In Swedish schools, titles like “sir” “ma’am” and “miss” have been consigned to history. Repeated studies have shown students of all ages are more likely to engage with teachers when there is no status disparity, which a title like “ma’am” immediately confers. Toddlers are anyway intimidated by the mere size of their teachers. Titles distance them further. These schools have also rejected old fashioned expectations of deference to age with the flawless logic that everyone deserves respect. Having lived a few extra years doesn’t entitle you to more. Besides, if you think about it, “sir” traces its origins to 16th-century classrooms in Britain when knights still existed. Surely, four centuries later, it needs updating.
More pertinently, informality doesn’t equal bad manners.
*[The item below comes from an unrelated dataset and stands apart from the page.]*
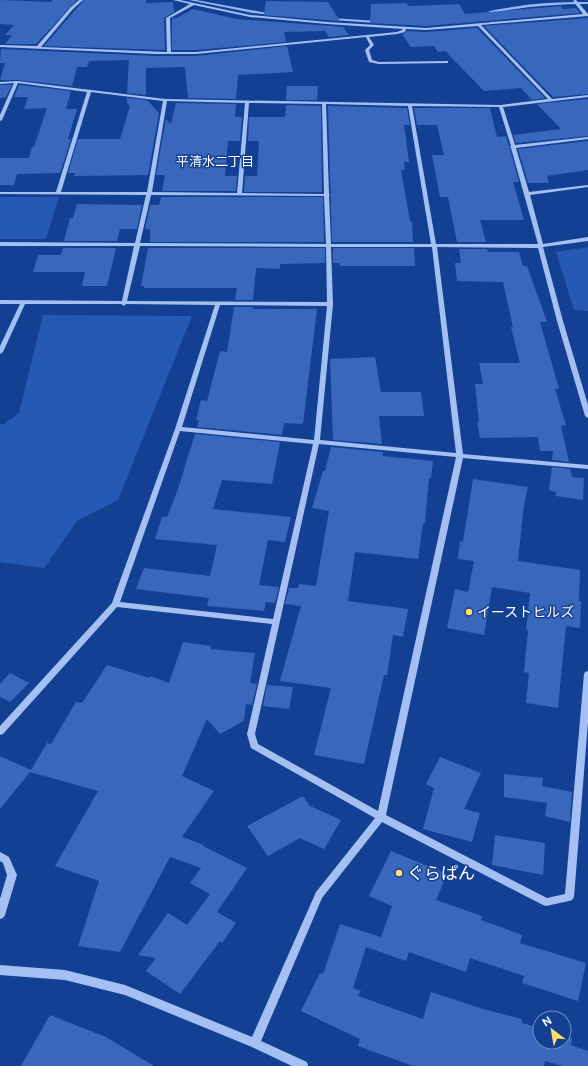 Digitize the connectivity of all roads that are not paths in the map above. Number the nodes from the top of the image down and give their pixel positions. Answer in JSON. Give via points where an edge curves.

You can be courteous without diminishing yourself. Society is actually getting less rude, though, because of social media it doesn’t appear that way. People are more careful in how they describe sexual minorities and those with learning difficulties. Recently, Chauhan, dressed immaculately in pristine white, was carried by three police officers in a flooded district of MP, lest his trousers get muddy. In deference, perhaps, to his age and stature. It was an unfortunate image that reinforced the futility of discussing Indian culture, when our traditional etiquettes are not aimed at ensuring respect for all.